Selection Bias in product analytics and common pitfalls

Statistical Inference is centered on using random samples effectively. In order to draw a sample at random, one has to ensure that each observation is drawn independently from the same population. A random sample of observations is said to be independent, identically distributed (iid) and this property is key to the Law of Large Numbers, which ensures that the mean of a sample converges to the true mean of the population.

Practically, this implies that when one is analyzing a random sample and evaluating its properties, the analyst can expect those attributes to be true for the underlying population as well. This simple concept is at the basis of the vast majority of data analysis, from surveys to AB testing.

Selection bias occurs when the sample is no longer random, which then implies that its characteristics can be better (positive selection) or worse (negative selection) than the overall population. Here are some examples of selection biases that one may encounter in daily life and as a professional analyst and data scientist:

Analyses of credit card usage: this is conditioned on customers being approved for a credit card, a positive selection. One cannot infer much about the overall population and what would be for customers that were not approved. In technical terms, the data is censored.
Surveys after a purchase: customers that already were aware of a certain store, considered a product and made a purchase, have inherently different characteristics of customers that were not aware or were aware but did not consider buying. Any conclusions from these surveys are only applicable to the population of actual buyers, and cannot be extended to the total addressable market.
Studies on academic achievement and income of kids that were breastfed past one year of age: kids that were breastfed for one year or more likely were born from mothers that were healthy, had higher flexibility on their work schedule or were staying at home, and were well informed on the benefits of breastfeeding. These characteristics create a positive selection that correlates well to other leading causes of academic achievement, such as income, parental education and access to information. In technical terms, these are called “confounding variables.” Any inference on the effect of breastfed milk past one year of age cannot be applied to kids that don’t have the same parental characteristics.
Friends that come to a wedding: when organizing a wedding, the couple has an overwhelmingly large set of options to consider, from intimate and simple courthouse ceremony during the weekday, to a fancy destination wedding overseas. Each choice creates different incentives and costs for the attendees and the invitees will self select based on those incentives. It’s likely that a weekend day celebration in town will receive more guests with children than an evening reception, a weekday celebration will likely be missed by those with less job flexibility, and a black-tie destination affair will likely be attended by those that have more discretionary income and that value traveling and fancy events. When going to a friend’s wedding, the attending guests are a biased selection of the true social and family ties of the couple.
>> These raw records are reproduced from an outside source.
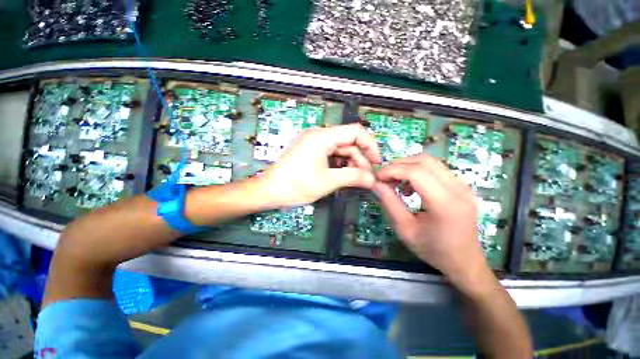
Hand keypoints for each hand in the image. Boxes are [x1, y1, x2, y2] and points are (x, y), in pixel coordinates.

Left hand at [260, 124, 381, 207]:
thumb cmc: (295, 185)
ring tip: (355, 179)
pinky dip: (340, 165)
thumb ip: (353, 177)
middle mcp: (319, 136)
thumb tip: (372, 180)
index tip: (376, 162)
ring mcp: (314, 144)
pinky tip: (344, 176)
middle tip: (366, 178)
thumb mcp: (328, 181)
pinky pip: (332, 155)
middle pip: (348, 142)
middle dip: (360, 159)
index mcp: (322, 137)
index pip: (355, 131)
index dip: (370, 145)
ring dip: (351, 163)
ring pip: (341, 150)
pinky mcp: (311, 152)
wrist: (269, 191)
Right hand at [373, 154, 491, 294]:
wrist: (464, 262)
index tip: (377, 177)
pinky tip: (411, 188)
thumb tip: (376, 184)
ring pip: (431, 162)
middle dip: (399, 165)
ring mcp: (463, 186)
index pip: (416, 172)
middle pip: (424, 161)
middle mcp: (458, 189)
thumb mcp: (405, 229)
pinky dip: (418, 172)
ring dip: (408, 167)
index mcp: (445, 203)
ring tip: (396, 182)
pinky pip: (436, 169)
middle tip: (384, 177)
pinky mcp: (462, 186)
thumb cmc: (433, 250)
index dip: (392, 170)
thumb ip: (389, 203)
Adverse Selection and the Lemons Market

There is one specific case of selection bias called adverse selection that was brilliantly formalized by Nobel Prize Winner George Akerlof in 1970, The Market for "Lemons": Quality Uncertainty and the Market Mechanism. The paper describes how asymmetry of information can lead to the collapse of the used car markets. The dynamic is the following:

The buyer doesn’t know if the car is a lemon or a good car. If the quality of cars can be valued from 0 to 1, a buyer will be willing to pay at most 0.5, the median value.
However, sellers know the true value of their cars, hence they are only willing to sell their cars if the price offered by the buyer is higher than the true value of the car.

In such a market, only sellers that have “lemons” (with true value below 0.5) are willing to sell, as any seller with good cars that are worth more than 0.5 do not want to sell at the median price. Hence, the selection of cars offered in this market is not a representative selection, it is instead biased towards the lemons, with a true value that is even below the median value of 0.5. Such a market will collapse, as the median price will continue to lower until no transactions are made. George Akerlof, Michael Spence and Joseph Stiglitz, won together the 2001 Nobel Memorial Prize in Economic Sciences for their analyses of markets with asymmetric information.

Their work expanded into a concept in economic terms called signaling, which can help attenuate asymmetric information and prevent markets from collapsing. For example, good car owners could offer warranties to signal that they have a good car, and the “used car with warranty” sample would be a positive selection of good cars.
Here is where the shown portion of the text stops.